UPDATE: We’ll have a closer look at Mo Yan’s work and the questions surrounding his politics on tonight’s broadcast. Our guests include Charles Laughlin, a professsor of Chinese literature from the East Asia Center at the University of Virginia, and Xiao Qiang, founder and editor of the China Digital Times and a professor at the School of Information at the University of California at Berkeley. Laughlin will discuss why this rural novelist’s work is often compared to writers like William Faulkner and Gabriel Garcia Marquez. And Xiao Qiang explains why the Chinese government’s celebration of his award is raising suspicions anew about his ties to the regime. Please join Jeffrey Brown for a conversation during the second half hour of the program.

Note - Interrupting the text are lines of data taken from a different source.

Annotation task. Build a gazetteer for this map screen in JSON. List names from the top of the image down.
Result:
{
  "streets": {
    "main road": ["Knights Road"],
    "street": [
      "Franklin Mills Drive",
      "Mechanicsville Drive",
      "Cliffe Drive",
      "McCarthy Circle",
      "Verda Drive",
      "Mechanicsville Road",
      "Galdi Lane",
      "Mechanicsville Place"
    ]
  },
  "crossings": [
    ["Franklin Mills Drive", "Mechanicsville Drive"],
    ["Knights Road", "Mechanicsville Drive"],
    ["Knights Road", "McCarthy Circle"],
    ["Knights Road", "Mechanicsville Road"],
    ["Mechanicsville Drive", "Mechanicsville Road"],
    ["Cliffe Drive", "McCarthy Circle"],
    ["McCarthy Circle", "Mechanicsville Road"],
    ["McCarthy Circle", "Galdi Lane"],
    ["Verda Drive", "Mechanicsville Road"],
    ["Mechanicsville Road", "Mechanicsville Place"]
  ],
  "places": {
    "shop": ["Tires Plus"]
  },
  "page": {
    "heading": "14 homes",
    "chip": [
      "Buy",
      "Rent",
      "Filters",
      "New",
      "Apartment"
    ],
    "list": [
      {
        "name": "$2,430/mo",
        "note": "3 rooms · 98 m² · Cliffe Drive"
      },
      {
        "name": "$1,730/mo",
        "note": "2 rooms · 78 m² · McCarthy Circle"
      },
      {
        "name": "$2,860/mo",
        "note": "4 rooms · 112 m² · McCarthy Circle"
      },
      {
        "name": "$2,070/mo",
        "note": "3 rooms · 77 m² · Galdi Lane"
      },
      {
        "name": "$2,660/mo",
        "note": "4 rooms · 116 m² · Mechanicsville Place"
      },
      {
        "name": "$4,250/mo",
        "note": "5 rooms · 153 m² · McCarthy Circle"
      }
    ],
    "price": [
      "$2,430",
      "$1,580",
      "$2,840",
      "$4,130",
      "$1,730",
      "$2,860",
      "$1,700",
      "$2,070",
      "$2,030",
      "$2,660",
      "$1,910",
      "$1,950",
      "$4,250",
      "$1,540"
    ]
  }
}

OUR INITIAL POST: The Swedish Academy announced Thursday morning that Chinese writer Mo Yan has been awarded the Nobel Prize in Literature for 2012. In its announcement the academy described Mo as a writer “who with hallucinatory realism merges folk tales, history and the contemporary.”

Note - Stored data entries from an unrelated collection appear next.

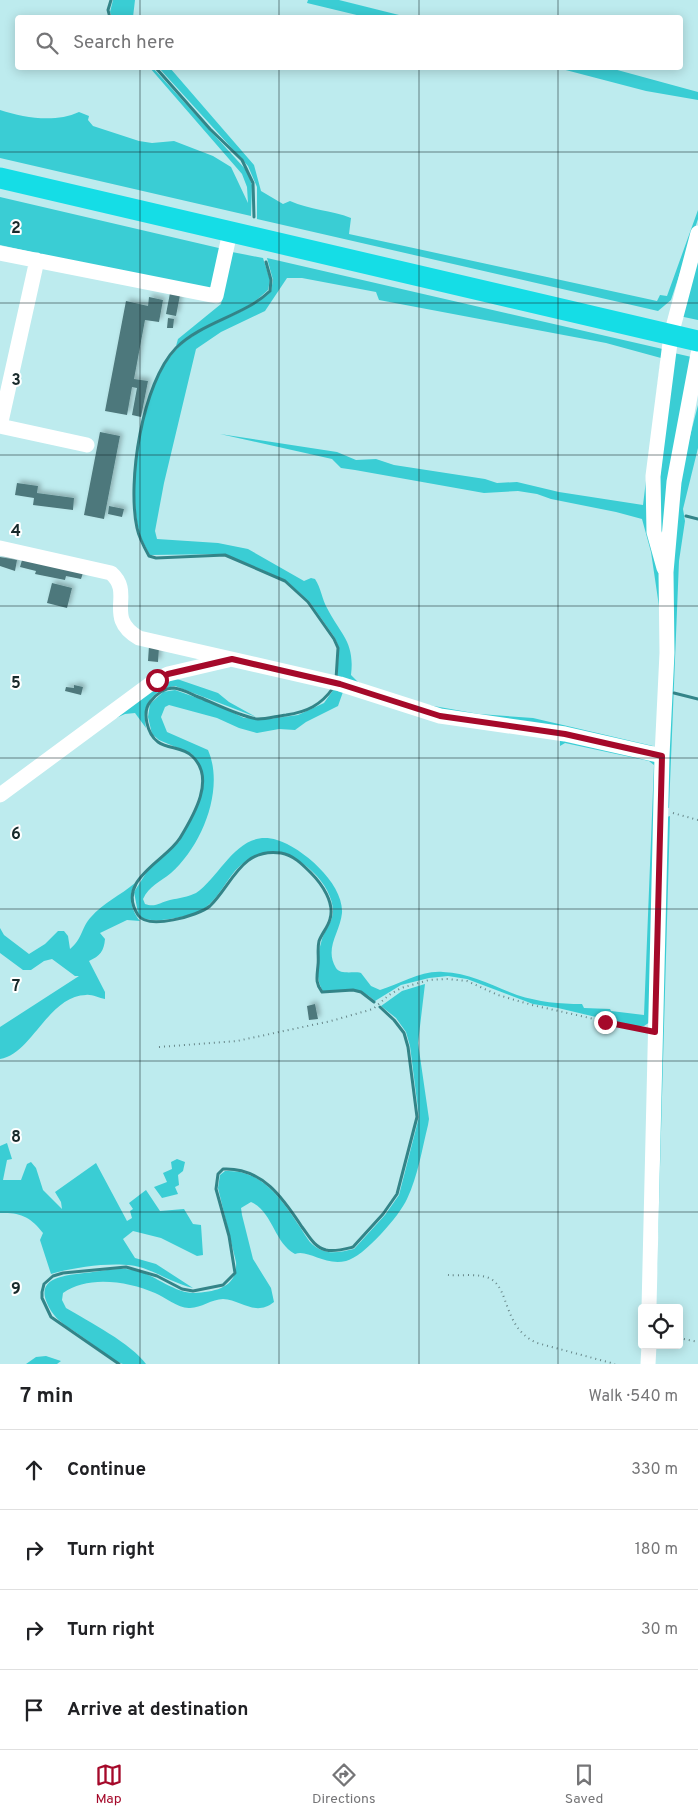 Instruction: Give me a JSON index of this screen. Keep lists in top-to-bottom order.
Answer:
{
  "page": {
    "search": "Search here",
    "heading": ["7 min", "Walk · 540 m"],
    "list": [
      ["Continue", "330 m"],
      ["Turn right", "180 m"],
      ["Turn right", "30 m"],
      "Arrive at destination"
    ],
    "nav": ["Map", "Directions", "Saved"]
  },
  "grid": {
    "rows": [
      "2",
      "3",
      "4",
      "5",
      "6",
      "7",
      "8",
      "9"
    ]
  }
}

“Through a mixture of fantasy and reality, historical and social perspectives, Mo Yan has created a world reminiscent in its complexity of those in the writings of William Faulkner and Gabriel Garcia Marquez, at the same time finding a departure point in old Chinese literature and in oral tradition,” the citation for the award said.
Mo, 57, has written 11 novels and several collections of short stories. His first novel, “Falling Rain on a Spring Night,” was published in 1981. Other well-known novels include “Red Sorghum” (1993), which was adapted into a movie, “The Garlic Ballads” (1995) and “Big Breasts & Wide Hips” (2004). Mo Yan is a pseudonym for his given name, Guan Moye, and means “don’t speak in Chinese.
“For me personally it’s the realization of a dream I’ve had for years finally coming true, it’s suddenly a reality, but what I mainly want to say is congratulations to Mo Yan,” Cao Yuanyong, deputy editor-in-chief of Shanghai Literature and Art Publishing House, which has published much of Mo’s work, told the AP.
Informing Mo Yan of his win today, Swedish Academy secretary Peter Englund said Mo, who was at the home in China where he lives with his 90-year-old father, was “overjoyed and scared,” the Guardian reported.
Some Chinese rights activists were not happy with the award, Reuters reported:
“‘On the political front, he is singing the same tune with an undemocratic regime,’ prominent rights lawyer Teng Biao said before the award. ‘I think for him to win the Nobel Prize for Literature is inappropriate.’
“‘As an influential writer, [Mo] didn’t use his influence to speak up for intellectuals and political prisoners.’”
In a recent interview with China Daily, University of Notre Dame professor Howard Goldblatt, who has translated much of Mo’s work into English, said:
“All the best-known contemporary writers have a unique personal style; it would be unhealthy if it were otherwise. Mo tends to be more ‘historical’ than many of his contemporaries. Whether it’s the Boxer Rebellion or the ‘cultural revolution’ (1966-76), he seems most comfortable with a historical perspective.
“There are, of course, exceptions, such as ‘POW!.’ Few of his works deal with up-to-date urban themes, which appear to be all the rage these days.
“Mo is a ‘maximalist’ (if there is such a word), a writer who extensively probes the Chinese language for its expressive qualities. He is, as well, a writer whose work appeals to all the senses. Finally, he is particularly apt at defamiliarization, creating new and arresting realities with his prose.”